Would cessation tactics for smoking work for treating those which are susceptible to this type of addiction? I believe this answer is yes though implementation would probably be met with some disbelief.
I know firsthand that smoking just one puff of another cigarette or ingesting nicotine from another source (e-cig, dip, chewing tobacco, hookah, etc.) would be enough for me to likely relapse soon enough into a vicious cycle of addiction and deterioration of health. If sugar has the same effects on dopamine receptors and can cause the same symptoms as other addictive substances, doesn’t it make sense that cessation is applicable?

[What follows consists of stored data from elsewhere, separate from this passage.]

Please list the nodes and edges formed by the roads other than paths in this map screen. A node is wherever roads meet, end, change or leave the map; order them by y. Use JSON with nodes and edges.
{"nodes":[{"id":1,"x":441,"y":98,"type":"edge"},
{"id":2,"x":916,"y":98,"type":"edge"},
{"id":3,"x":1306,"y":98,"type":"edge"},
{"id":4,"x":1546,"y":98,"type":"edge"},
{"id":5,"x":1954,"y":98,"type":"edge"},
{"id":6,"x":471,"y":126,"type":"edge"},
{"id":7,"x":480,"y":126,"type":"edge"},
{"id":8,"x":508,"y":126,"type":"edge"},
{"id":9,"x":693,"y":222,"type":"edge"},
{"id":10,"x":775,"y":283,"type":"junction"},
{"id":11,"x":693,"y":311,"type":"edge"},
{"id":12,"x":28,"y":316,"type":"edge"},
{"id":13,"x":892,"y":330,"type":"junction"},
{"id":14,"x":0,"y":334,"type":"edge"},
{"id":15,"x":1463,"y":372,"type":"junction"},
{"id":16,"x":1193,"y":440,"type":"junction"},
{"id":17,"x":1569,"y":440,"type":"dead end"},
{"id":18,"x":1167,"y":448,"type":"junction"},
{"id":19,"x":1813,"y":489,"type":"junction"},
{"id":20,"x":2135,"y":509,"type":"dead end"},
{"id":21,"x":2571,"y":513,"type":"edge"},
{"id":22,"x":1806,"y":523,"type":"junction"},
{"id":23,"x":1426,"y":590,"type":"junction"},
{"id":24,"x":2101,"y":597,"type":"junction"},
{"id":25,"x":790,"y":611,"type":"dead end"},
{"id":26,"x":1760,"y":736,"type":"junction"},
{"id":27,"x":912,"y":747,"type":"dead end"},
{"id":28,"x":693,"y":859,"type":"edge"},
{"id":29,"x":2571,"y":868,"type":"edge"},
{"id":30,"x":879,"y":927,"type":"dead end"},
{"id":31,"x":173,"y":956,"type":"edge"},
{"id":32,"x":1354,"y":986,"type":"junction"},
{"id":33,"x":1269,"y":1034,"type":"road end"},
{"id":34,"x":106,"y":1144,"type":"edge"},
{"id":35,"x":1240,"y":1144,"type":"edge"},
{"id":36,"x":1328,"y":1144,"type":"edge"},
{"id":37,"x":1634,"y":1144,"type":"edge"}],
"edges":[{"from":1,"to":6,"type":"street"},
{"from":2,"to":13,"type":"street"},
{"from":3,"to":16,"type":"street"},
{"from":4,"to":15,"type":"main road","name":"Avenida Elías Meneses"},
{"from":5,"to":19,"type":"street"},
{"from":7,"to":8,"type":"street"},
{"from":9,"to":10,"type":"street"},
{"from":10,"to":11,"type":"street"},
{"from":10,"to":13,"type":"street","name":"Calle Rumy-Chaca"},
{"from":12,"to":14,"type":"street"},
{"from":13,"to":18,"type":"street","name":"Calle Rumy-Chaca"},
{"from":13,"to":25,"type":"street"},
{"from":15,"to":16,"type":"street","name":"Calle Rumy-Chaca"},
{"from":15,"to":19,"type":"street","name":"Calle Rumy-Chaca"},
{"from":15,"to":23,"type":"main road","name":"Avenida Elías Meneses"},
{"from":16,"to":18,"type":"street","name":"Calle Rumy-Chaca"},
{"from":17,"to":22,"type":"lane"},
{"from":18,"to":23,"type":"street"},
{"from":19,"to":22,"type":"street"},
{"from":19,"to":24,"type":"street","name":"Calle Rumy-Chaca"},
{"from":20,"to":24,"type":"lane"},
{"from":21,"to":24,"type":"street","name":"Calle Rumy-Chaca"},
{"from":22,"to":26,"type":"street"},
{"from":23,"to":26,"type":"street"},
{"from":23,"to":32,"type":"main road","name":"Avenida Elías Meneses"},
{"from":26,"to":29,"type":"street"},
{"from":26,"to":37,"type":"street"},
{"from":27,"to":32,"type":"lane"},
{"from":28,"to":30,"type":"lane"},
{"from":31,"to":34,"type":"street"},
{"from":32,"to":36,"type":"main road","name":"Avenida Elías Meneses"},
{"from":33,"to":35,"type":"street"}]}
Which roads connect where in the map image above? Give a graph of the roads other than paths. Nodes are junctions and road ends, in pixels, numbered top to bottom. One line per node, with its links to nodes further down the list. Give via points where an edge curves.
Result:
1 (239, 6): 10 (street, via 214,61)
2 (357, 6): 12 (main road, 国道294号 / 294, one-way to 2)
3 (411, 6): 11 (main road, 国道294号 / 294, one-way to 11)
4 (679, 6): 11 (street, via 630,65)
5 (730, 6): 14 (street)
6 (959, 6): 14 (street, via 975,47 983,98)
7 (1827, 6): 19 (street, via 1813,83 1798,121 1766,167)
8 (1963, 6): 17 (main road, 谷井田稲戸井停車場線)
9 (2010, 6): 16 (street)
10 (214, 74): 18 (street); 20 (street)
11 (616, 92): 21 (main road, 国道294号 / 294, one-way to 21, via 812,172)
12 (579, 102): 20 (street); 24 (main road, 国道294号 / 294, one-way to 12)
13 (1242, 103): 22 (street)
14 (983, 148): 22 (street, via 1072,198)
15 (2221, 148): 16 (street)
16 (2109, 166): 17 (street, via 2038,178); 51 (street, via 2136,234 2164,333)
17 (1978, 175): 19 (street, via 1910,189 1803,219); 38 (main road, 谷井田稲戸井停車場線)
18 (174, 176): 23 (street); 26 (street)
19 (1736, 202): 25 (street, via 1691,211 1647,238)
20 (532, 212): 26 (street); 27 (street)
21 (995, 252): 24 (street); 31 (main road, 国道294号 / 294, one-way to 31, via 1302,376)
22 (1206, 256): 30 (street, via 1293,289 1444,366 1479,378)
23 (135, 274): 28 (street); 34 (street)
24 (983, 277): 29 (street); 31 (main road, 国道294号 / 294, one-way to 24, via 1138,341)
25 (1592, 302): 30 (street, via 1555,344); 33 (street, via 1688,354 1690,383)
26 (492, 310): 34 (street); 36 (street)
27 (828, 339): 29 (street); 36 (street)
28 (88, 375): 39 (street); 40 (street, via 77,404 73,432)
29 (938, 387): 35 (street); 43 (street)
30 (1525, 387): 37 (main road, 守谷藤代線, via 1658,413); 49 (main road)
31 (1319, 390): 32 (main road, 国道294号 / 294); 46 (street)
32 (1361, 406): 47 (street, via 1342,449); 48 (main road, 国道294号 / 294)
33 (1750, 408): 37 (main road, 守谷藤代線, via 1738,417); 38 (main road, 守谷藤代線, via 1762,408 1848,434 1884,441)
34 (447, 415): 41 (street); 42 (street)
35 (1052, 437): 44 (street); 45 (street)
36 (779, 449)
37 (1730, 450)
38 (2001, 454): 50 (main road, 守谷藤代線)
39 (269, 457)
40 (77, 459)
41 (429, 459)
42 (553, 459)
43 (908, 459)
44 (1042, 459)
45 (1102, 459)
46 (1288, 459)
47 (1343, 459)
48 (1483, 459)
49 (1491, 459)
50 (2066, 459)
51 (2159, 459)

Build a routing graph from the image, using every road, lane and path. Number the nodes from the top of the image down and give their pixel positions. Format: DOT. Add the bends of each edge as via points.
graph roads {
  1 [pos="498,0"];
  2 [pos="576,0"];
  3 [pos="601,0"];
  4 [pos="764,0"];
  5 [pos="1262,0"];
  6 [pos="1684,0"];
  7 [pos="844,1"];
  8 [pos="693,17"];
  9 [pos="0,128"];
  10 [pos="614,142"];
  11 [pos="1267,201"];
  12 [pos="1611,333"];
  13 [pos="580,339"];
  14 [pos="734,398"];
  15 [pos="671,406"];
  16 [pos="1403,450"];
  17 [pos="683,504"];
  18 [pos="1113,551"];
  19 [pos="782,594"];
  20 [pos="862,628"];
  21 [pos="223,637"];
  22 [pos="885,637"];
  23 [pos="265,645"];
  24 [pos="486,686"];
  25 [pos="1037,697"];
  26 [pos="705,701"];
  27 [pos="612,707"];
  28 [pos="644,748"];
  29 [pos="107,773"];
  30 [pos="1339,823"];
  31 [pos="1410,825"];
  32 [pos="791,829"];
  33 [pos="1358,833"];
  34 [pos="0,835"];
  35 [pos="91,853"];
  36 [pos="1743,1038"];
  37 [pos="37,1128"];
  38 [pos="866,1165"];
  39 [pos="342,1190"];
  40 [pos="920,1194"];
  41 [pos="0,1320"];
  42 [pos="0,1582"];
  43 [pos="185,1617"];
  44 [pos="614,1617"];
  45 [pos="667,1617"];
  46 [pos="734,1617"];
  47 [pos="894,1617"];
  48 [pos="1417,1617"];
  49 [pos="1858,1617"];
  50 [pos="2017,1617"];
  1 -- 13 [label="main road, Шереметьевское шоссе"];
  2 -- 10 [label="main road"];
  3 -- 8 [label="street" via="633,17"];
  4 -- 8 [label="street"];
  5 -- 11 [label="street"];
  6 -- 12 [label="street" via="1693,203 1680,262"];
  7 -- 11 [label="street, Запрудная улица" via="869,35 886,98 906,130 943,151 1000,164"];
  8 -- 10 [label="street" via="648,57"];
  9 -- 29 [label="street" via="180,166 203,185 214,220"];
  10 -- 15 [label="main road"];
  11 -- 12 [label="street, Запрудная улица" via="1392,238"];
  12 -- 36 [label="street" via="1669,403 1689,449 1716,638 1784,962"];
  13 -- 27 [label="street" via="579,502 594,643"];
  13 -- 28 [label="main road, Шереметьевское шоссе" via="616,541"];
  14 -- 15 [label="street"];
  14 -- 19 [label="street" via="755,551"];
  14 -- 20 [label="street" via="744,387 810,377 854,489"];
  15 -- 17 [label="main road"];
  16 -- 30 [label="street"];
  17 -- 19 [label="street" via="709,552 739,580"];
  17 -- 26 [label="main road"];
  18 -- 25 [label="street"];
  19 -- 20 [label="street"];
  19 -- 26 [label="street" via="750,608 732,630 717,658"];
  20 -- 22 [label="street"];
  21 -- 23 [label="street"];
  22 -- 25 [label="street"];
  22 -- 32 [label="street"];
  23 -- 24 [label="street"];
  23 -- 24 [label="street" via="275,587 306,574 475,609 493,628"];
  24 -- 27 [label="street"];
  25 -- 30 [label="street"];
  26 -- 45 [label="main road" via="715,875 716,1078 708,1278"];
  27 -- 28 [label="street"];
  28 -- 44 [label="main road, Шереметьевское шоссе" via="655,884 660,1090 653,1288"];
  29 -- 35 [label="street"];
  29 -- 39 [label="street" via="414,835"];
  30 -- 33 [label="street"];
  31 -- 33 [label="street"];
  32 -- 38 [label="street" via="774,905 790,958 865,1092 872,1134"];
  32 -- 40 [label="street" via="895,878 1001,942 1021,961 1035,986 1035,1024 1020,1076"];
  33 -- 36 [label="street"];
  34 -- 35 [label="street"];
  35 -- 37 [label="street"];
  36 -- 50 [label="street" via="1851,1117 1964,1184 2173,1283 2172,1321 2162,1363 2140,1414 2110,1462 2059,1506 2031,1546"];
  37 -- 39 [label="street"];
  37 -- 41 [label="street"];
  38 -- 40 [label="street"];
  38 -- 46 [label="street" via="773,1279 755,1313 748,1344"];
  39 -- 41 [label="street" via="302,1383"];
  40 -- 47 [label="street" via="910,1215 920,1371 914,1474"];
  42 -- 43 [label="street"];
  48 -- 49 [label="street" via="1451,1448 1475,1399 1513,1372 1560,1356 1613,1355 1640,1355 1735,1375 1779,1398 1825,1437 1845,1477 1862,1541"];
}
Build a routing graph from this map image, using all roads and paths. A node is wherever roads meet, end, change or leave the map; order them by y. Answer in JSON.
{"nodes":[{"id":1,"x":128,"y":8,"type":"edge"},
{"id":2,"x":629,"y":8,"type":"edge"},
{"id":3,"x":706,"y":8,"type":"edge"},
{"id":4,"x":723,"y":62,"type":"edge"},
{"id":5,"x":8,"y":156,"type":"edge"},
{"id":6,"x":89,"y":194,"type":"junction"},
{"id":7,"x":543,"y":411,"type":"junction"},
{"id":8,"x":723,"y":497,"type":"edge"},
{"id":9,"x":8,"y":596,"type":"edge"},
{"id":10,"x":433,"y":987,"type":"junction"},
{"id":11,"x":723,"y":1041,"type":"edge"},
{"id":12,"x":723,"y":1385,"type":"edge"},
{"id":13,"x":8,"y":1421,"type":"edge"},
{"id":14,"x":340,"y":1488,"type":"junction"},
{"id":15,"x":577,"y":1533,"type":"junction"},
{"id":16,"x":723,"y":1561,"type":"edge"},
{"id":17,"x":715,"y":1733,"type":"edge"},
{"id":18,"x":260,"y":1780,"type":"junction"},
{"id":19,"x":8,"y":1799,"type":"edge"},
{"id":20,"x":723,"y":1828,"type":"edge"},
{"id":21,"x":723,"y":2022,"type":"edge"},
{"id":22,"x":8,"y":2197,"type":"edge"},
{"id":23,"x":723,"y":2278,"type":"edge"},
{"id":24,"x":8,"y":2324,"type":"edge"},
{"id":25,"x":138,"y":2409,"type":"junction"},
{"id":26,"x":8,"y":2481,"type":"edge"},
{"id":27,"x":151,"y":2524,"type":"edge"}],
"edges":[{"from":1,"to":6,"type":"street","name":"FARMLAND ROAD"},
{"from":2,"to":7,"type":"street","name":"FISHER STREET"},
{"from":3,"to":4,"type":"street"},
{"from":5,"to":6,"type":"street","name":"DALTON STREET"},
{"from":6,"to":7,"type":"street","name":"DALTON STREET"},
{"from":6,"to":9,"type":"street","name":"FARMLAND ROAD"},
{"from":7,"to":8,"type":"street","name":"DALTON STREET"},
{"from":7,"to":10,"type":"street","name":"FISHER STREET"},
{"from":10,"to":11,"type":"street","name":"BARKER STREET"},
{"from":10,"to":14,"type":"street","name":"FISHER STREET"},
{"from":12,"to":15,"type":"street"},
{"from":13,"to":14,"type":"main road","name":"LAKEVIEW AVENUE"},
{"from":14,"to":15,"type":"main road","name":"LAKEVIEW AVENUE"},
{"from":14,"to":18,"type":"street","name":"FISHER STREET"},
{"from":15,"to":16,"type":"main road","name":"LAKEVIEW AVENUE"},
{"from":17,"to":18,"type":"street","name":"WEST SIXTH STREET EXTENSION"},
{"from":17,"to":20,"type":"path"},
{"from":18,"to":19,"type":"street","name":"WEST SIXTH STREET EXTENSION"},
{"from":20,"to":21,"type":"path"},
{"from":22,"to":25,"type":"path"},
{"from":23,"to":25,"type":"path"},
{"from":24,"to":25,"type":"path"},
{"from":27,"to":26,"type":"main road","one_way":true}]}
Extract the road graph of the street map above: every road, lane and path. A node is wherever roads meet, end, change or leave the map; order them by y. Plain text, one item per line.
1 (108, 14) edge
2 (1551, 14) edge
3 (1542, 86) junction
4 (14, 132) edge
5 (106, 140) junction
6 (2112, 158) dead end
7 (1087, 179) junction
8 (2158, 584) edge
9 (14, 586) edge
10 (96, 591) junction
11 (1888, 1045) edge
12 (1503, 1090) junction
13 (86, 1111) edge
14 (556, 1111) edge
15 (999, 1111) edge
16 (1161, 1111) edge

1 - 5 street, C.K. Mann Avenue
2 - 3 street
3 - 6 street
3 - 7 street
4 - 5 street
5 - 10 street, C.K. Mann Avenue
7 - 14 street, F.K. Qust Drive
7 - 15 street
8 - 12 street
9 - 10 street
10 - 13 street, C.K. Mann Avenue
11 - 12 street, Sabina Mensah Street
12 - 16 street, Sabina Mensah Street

Does the person say “I want a cookie” while the guy outside is saying “I want a cigarette”. The smoker doesn’t want a cigarette; he needs to feed his addiction. He tricks himself into believing he needs the cigarette, but what he really needs is the dopamine release. Is the cookie eater merely feeding their addiction and disguising it the same way? While it is true that everyone has to eat, the types of foods chosen would probably be the indication of sugar addiction. Processed foods especially are crafted to create the “bliss point” upon consumption. Bliss point is a quantity of consumption where any further increase would make the consumer less satisfied; it maximizes the “reward” of the food.
If the things I discussed above seem applicable, you my friend, could be a sugar addict. Here are a few “Cold-Turkey” cessation tips based on information available at WhyQuit.com:
- Remember the Law of Addiction “administration of a drug to an addict will cause re-establishment of chemical dependence upon the addictive substance”. Sugar is your addictive substance.
- Accept the fact that you are addicted to sugar. You are an addict.
- Know that the “bartering” mechanism that is telling you to eat sugar is nothing more than the effects that sugar is having on your brain.
- Sugar doesn’t actually help you cope or deal with anything.
- Acknowledge the cravings for what they really are, an attempt to get you to ingest sugar in order to release more dopamine.
- Take it one day at a time. Don’t think about “forever”, focus on the moment.
- List the reasons why you want to stop eating sugar; if you are feeling weak you have something to look back on for reference.
Please let me know your thoughts on this subject. Do you feel sugar addiction is like nicotine addiction? Why or why not? I look forward to reading your thoughts and engaging in more discussion.